Problem requirements: Write out each line below exactly as it appears.

Dataset records:
((

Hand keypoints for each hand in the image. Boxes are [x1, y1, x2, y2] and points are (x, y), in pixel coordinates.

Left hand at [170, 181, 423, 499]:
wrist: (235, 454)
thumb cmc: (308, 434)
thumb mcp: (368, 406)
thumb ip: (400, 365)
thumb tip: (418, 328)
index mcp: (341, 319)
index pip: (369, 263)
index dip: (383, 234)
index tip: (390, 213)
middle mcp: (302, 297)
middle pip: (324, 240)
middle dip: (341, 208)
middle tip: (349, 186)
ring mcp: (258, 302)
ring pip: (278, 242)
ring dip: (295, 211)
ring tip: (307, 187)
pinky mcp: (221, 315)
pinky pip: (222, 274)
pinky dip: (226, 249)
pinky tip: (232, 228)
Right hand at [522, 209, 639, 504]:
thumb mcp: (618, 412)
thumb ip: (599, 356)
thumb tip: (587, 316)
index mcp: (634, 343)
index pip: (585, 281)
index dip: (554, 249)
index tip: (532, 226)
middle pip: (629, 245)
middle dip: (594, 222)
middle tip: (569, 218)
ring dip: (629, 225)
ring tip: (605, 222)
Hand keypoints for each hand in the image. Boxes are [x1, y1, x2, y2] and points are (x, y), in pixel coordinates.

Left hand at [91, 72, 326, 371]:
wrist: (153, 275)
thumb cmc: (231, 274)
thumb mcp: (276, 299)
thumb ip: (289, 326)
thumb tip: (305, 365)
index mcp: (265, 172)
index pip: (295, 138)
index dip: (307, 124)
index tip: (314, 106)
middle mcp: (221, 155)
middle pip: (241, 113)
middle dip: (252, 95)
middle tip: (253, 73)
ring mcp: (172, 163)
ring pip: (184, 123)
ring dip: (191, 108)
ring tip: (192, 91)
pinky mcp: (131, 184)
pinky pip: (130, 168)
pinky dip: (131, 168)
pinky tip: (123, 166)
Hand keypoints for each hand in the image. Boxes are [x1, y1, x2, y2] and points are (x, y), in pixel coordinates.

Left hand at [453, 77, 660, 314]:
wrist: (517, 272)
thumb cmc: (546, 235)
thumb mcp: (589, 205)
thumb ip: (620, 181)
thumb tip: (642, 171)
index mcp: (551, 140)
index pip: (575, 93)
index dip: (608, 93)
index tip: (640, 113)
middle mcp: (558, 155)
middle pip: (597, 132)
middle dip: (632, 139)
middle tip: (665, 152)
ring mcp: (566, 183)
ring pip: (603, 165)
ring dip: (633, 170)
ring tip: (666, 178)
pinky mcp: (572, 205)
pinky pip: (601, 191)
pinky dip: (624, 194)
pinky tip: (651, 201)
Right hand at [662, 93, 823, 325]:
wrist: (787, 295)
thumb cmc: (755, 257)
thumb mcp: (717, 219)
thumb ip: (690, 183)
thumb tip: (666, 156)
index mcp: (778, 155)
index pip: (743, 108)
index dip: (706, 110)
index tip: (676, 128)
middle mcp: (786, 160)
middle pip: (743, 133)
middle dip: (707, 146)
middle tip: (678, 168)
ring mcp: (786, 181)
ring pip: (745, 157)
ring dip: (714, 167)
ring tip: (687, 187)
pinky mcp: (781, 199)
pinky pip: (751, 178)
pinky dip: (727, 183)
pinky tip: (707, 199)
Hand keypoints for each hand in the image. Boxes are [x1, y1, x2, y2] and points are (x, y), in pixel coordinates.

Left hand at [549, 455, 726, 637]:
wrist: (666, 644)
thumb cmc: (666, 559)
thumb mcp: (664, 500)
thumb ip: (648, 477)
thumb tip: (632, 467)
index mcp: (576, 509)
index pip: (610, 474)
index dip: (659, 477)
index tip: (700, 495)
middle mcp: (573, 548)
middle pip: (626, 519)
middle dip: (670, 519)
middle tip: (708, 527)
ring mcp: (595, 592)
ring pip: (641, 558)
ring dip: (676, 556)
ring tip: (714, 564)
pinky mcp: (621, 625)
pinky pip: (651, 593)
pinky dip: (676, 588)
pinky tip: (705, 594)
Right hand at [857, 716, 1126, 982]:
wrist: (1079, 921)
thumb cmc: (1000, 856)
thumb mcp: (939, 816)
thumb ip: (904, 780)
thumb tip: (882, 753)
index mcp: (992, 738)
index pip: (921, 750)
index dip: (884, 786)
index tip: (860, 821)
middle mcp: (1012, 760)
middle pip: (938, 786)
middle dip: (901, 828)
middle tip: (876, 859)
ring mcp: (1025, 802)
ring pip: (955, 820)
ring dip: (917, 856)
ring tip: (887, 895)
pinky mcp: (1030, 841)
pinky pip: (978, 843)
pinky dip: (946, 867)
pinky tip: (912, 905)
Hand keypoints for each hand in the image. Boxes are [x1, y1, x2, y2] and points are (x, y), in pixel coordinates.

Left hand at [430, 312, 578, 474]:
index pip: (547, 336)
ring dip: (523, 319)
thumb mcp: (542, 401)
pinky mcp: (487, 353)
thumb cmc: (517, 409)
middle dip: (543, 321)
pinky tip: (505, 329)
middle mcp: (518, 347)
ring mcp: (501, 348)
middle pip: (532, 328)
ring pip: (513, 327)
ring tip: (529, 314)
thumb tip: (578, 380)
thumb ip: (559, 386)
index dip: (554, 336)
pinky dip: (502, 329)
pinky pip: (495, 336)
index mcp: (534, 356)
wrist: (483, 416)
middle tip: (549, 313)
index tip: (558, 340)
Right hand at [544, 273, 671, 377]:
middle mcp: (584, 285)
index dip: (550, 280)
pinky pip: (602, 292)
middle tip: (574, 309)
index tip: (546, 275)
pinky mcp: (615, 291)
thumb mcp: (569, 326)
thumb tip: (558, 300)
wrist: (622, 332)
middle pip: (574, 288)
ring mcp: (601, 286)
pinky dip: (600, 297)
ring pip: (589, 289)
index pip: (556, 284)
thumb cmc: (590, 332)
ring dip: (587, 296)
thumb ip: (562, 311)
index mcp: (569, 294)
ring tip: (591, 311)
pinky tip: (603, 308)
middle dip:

))

Answer to this problem:
Hand keypoints for each hand in the image. Boxes are [x1, y1, x2, y2] and points are (x, y), in pixel coordinates.

Left hand at [170, 181, 423, 499]:
wrist: (235, 454)
thumb cmc: (308, 434)
thumb mcp: (368, 406)
thumb ip: (400, 365)
thumb tip: (418, 328)
index mcp: (341, 319)
index pip: (369, 263)
index dip: (383, 234)
index tip: (390, 213)
middle mcp: (302, 297)
middle pip: (324, 240)
middle dip: (341, 208)
middle tip: (349, 186)
ring mcp: (258, 302)
ring pip: (278, 242)
ring dip: (295, 211)
ring tip: (307, 187)
pinky mcp: (221, 315)
pinky pip: (222, 274)
pinky dip: (226, 249)
pinky tip: (232, 228)
Right hand at [522, 209, 639, 504]:
thumb mcp: (618, 412)
thumb ip: (599, 356)
thumb tip: (587, 316)
index mcp: (634, 343)
index pip: (585, 281)
index dip: (554, 249)
index tip: (532, 226)
middle pip: (629, 245)
middle dip: (594, 222)
middle tip: (569, 218)
ring dip: (629, 225)
ring tip: (605, 222)
Hand keypoints for each hand in the image. Boxes are [x1, y1, x2, y2] and points are (x, y), in pixel coordinates.

Left hand at [91, 72, 326, 371]:
wrist: (153, 275)
thumb cmc: (231, 274)
thumb mcp: (276, 299)
thumb ip: (289, 326)
thumb tip: (305, 365)
index mcp: (265, 172)
index pip: (295, 138)
index dip: (307, 124)
index tip: (314, 106)
middle mcp: (221, 155)
middle pip: (241, 113)
middle dip: (252, 95)
middle tip: (253, 73)
ring mcp: (172, 163)
ring pip: (184, 123)
ring dip: (191, 108)
ring tip: (192, 91)
pinky mcp: (131, 184)
pinky pip: (130, 168)
pinky dip: (131, 168)
pinky tip: (123, 166)
Hand keypoints for each hand in the image. Boxes are [x1, y1, x2, y2] and points are (x, y), in pixel coordinates.

Left hand at [453, 77, 660, 314]:
wrist: (517, 272)
thumb cmc: (546, 235)
thumb mcp: (589, 205)
thumb ip: (620, 181)
thumb tip: (642, 171)
index mcp: (551, 140)
index pip: (575, 93)
index dip: (608, 93)
index tip: (640, 113)
middle mcp: (558, 155)
middle pip: (597, 132)
middle dip: (632, 139)
middle tip: (665, 152)
ring mcp: (566, 183)
ring pip: (603, 165)
ring dip: (633, 170)
ring tip: (666, 178)
pinky mcp: (572, 205)
pinky pip: (601, 191)
pinky dip: (624, 194)
pinky tip: (651, 201)
Right hand at [662, 93, 823, 325]:
wrist: (787, 295)
thumb cmc: (755, 257)
thumb mcp: (717, 219)
thumb ip: (690, 183)
thumb tip: (666, 156)
index mcp: (778, 155)
index pip: (743, 108)
index dip: (706, 110)
index tip: (676, 128)
middle mcp: (786, 160)
middle pip: (743, 133)
middle dip: (707, 146)
middle tip: (678, 168)
ring mcp: (786, 181)
ring pip: (745, 157)
ring dip: (714, 167)
ring tip: (687, 187)
pinky mcp: (781, 199)
pinky pip: (751, 178)
pinky dip: (727, 183)
pinky tip: (707, 199)
Hand keypoints for each hand in the image. Boxes are [x1, y1, x2, y2] and points are (x, y), in pixel coordinates.

Left hand at [549, 455, 726, 637]:
wrist: (666, 644)
thumb cmc: (666, 559)
thumb mcp: (664, 500)
thumb ip: (648, 477)
thumb tip: (632, 467)
index mcp: (576, 509)
index pip: (610, 474)
index dip: (659, 477)
index tip: (700, 495)
middle mcp: (573, 548)
middle pip: (626, 519)
middle dip: (670, 519)
middle tip: (708, 527)
ring mcp: (595, 592)
ring pip: (641, 558)
ring dip: (676, 556)
ring tip: (714, 564)
pinky mcp: (621, 625)
pinky pip: (651, 593)
pinky dip: (676, 588)
pinky tip: (705, 594)
Right hand at [857, 716, 1126, 982]:
wrist: (1079, 921)
thumb cmc: (1000, 856)
thumb mcp: (939, 816)
thumb ip: (904, 780)
thumb tip: (882, 753)
index mcp: (992, 738)
index pip: (921, 750)
index dip: (884, 786)
index tip: (860, 821)
middle mcp: (1012, 760)
middle pip: (938, 786)
middle dip: (901, 828)
middle tip: (876, 859)
ring mcp: (1025, 802)
ring pip: (955, 820)
ring dip: (917, 856)
ring tip: (887, 895)
pinky mcp: (1030, 841)
pinky pip: (978, 843)
pinky dip: (946, 867)
pinky tip: (912, 905)
Hand keypoints for each hand in the image. Boxes are [x1, y1, x2, y2] and points are (x, y), in pixel coordinates.

Left hand at [430, 312, 578, 474]:
index pip: (547, 336)
ring dip: (523, 319)
thumb mcp: (542, 401)
pinky mcp: (487, 353)
thumb cmc: (517, 409)
middle dip: (543, 321)
pinky tip: (505, 329)
middle mcp: (518, 347)
ring mcp: (501, 348)
middle pip: (532, 328)
ring pip: (513, 327)
ring tip: (529, 314)
thumb tip: (578, 380)
thumb ip: (559, 386)
index dip: (554, 336)
pinky dip: (502, 329)
pinky pip: (495, 336)
index mcp: (534, 356)
wrist: (483, 416)
middle tip: (549, 313)
index tip: (558, 340)
Right hand at [544, 273, 671, 377]:
middle mcp: (584, 285)
index dip: (550, 280)
pinky pip: (602, 292)
middle tip: (574, 309)
index tip: (546, 275)
pinky mcp: (615, 291)
thumb mcp: (569, 326)
thumb tip: (558, 300)
wrist: (622, 332)
middle pip: (574, 288)
ring mcp: (601, 286)
pinky dip: (600, 297)
ring pip: (589, 289)
index pip: (556, 284)
thumb cmc: (590, 332)
ring dip: (587, 296)
thumb ip: (562, 311)
index mcp: (569, 294)
ring tip: (591, 311)
pinky tip: (603, 308)
middle dip:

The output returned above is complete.